Of course, very few of those in government have a problem with government using the same technology to enable them to observe anybody they wish as long as "Department 'A'" (FISA courts, etc) gives permission to "Department 'B'" (TLAs and other government security/intelligence/law-enforcement departments & agencies).
It's all about keeping as many people as possible from thinking about the fact that the *only* use the surveillance web they have already built and continue to expand domestically is suited for is political/societal control through blackmail and/or planting fabricated evidence of a crime.
Can anyone remember when laws were made by elected officials?
It seems like nowadays some federal agency steps in and declares that they're the governing authority on something, that their decisions are law, and everyone should obey.
That doesn't seem to mesh with what we were taught in school.
Aren't our lawmakers elected?
What you're referring to is known as the Doctrine of Nondelegability.

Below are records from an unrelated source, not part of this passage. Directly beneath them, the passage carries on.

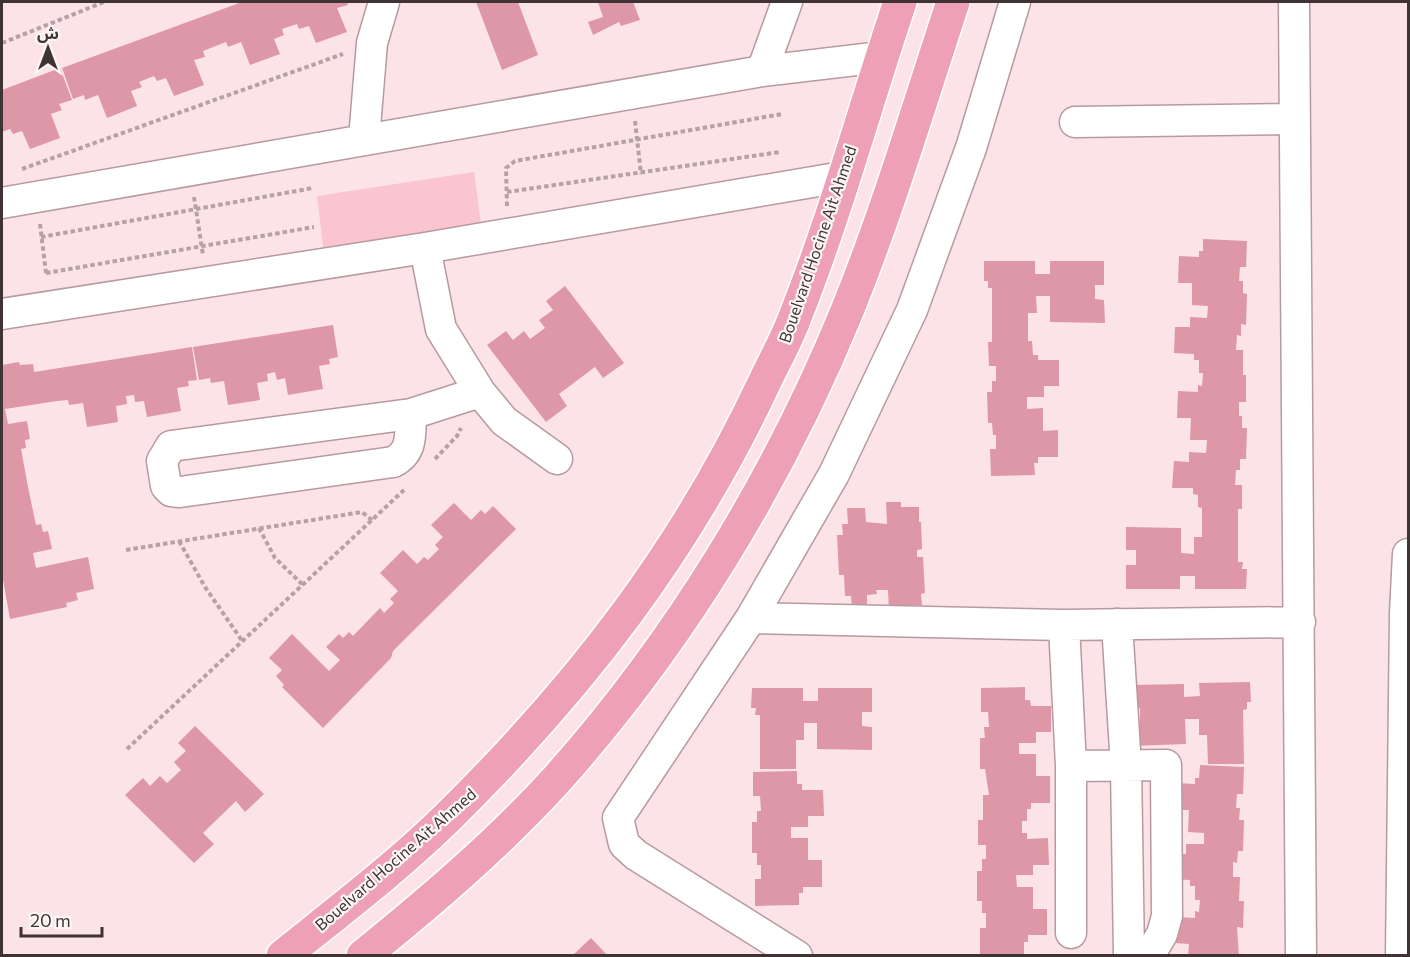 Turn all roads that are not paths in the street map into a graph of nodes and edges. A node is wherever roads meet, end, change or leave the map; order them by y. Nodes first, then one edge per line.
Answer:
1 (384, 2) edge
2 (787, 2) edge
3 (900, 2) edge
4 (953, 2) edge
5 (1015, 2) edge
6 (1294, 2) edge
7 (882, 57) junction
8 (762, 71) junction
9 (1293, 119) junction
10 (1075, 122) dead end
11 (364, 139) junction
12 (842, 177) junction
13 (2, 203) edge
14 (424, 248) junction
15 (2, 315) edge
16 (471, 395) junction
17 (411, 414) junction
18 (557, 459) dead end
19 (1408, 555) edge
20 (752, 618) junction
21 (1300, 621) junction
22 (1117, 624) junction
23 (1064, 625) junction
24 (1071, 766) junction
25 (1126, 766) junction
26 (1071, 933) dead end
27 (283, 956) edge
28 (363, 956) edge
29 (797, 956) edge
30 (1129, 956) edge
31 (1149, 956) edge
32 (1301, 956) edge
33 (1401, 956) edge

1 - 11 street
2 - 8 street
3 - 7 main road, Bouelvard Hocine Ait Ahmed
4 - 28 main road
5 - 20 street
6 - 9 street
7 - 8 street
7 - 12 main road, Bouelvard Hocine Ait Ahmed
8 - 11 street
9 - 10 street
9 - 21 street
11 - 13 street
12 - 14 street
12 - 27 main road, Bouelvard Hocine Ait Ahmed
14 - 15 street
14 - 16 street
16 - 17 street
16 - 18 street
17 - 17 street
19 - 33 street
20 - 23 street
20 - 29 street
21 - 22 street
21 - 32 street
22 - 23 street
22 - 25 street
23 - 24 street
24 - 25 street
24 - 26 street
25 - 30 street
25 - 31 street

The SCOTUS has gradually all but destroyed any restrictions on the Congressional delegation of it's regulatory/lawmaking powers.
The rationale was that delegability was necessary in order to produce enough Federal laws & regulations quickly enough to be able to control through laws and regulations all the existing and emerging new areas of the economy and society at large that government felt itself entitled to control. A trend which shows no sign of halting or even slowing as there always seems to be more areas of life government feels entitled to control.
The SCOTUS has never to date denied Congress an act of delegation of it's powers.
This has lead to the creation of the Regulatory State, basically rule by unelected bureaucrats in unaccountable, non-transparent agencies, departments, bureaus, commissions, and the like.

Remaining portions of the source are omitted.